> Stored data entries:
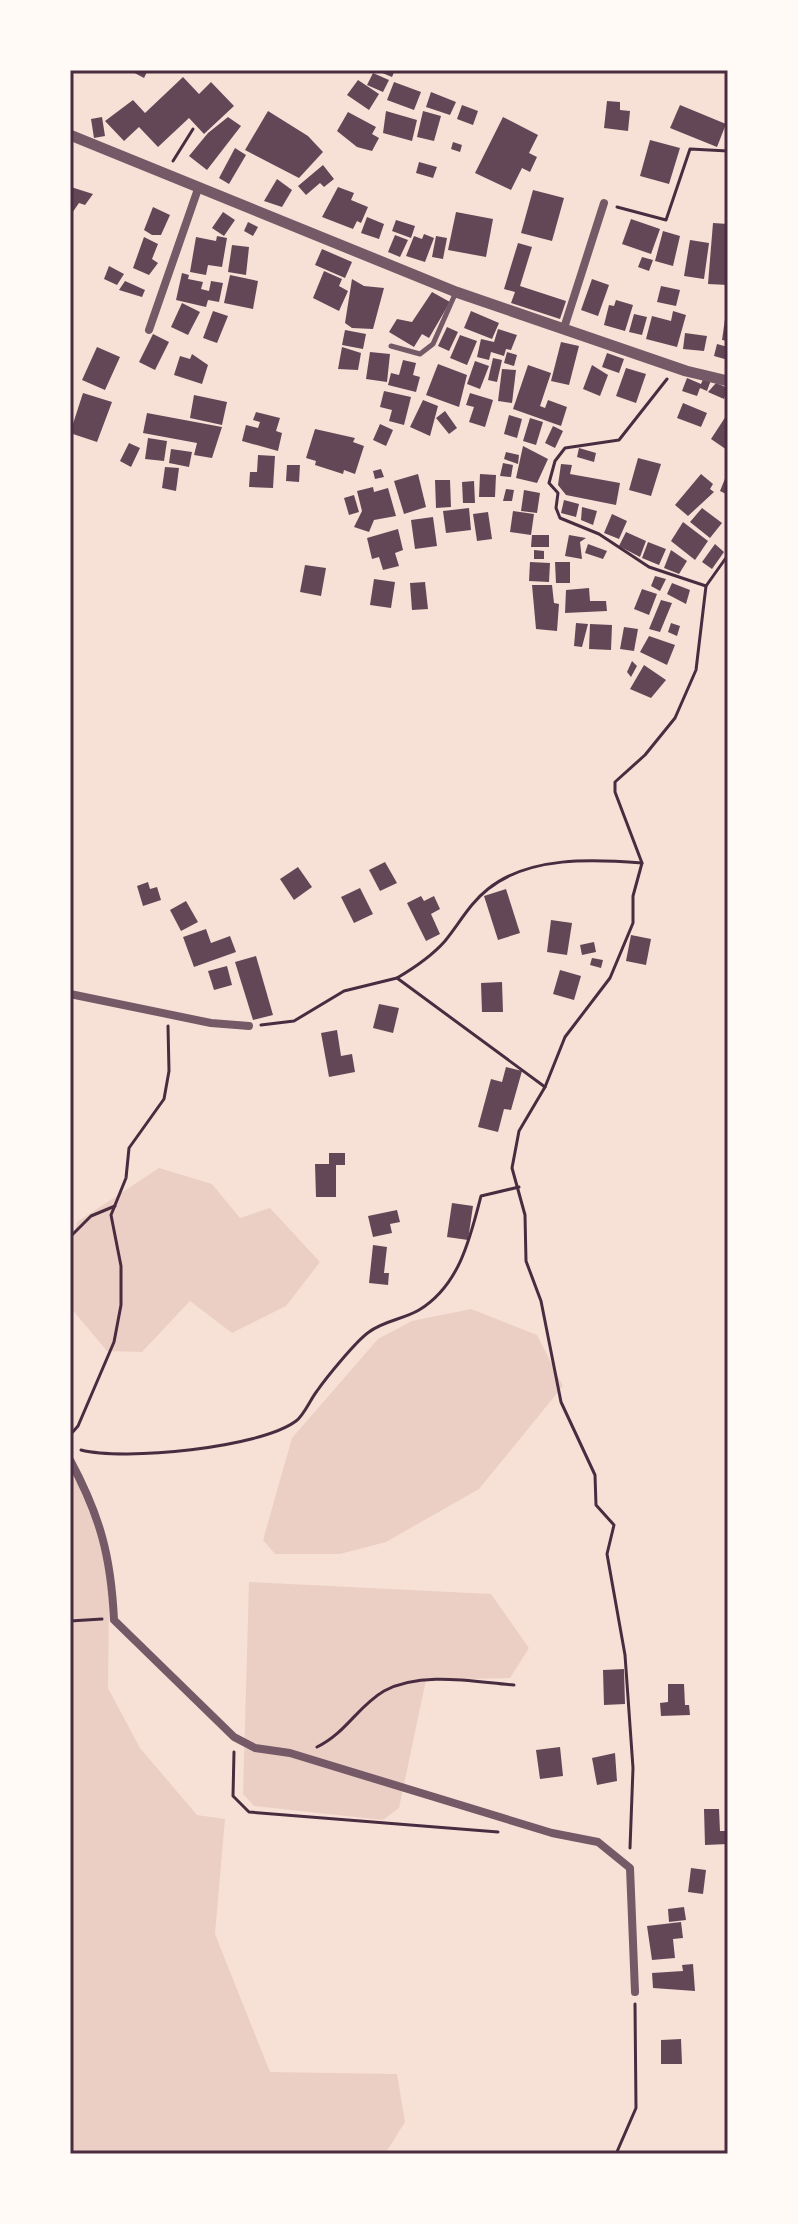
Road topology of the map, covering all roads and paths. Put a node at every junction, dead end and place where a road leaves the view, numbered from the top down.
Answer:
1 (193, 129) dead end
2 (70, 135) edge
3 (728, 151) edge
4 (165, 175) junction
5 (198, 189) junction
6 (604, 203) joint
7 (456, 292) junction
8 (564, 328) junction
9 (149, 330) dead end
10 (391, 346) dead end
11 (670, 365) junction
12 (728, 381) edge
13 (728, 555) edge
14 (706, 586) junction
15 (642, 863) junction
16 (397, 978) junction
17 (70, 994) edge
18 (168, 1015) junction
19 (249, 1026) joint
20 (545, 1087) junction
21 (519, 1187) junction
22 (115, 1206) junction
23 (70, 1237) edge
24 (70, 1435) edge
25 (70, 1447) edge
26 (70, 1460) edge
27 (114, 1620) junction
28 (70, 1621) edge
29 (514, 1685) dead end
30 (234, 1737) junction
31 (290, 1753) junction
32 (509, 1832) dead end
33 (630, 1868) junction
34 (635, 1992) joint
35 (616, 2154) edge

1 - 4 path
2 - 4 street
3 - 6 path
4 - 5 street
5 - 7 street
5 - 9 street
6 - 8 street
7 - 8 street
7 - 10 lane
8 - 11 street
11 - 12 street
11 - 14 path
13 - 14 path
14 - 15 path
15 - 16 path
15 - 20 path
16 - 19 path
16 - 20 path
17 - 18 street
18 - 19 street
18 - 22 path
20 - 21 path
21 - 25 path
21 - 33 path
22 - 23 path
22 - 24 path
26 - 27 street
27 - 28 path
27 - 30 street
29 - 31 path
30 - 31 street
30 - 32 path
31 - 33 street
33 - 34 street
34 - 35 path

> Problem statement: Pull out all lines from the entries above in which the word "edge" appears.

> Solution:
2 (70, 135) edge
3 (728, 151) edge
12 (728, 381) edge
13 (728, 555) edge
17 (70, 994) edge
23 (70, 1237) edge
24 (70, 1435) edge
25 (70, 1447) edge
26 (70, 1460) edge
28 (70, 1621) edge
35 (616, 2154) edge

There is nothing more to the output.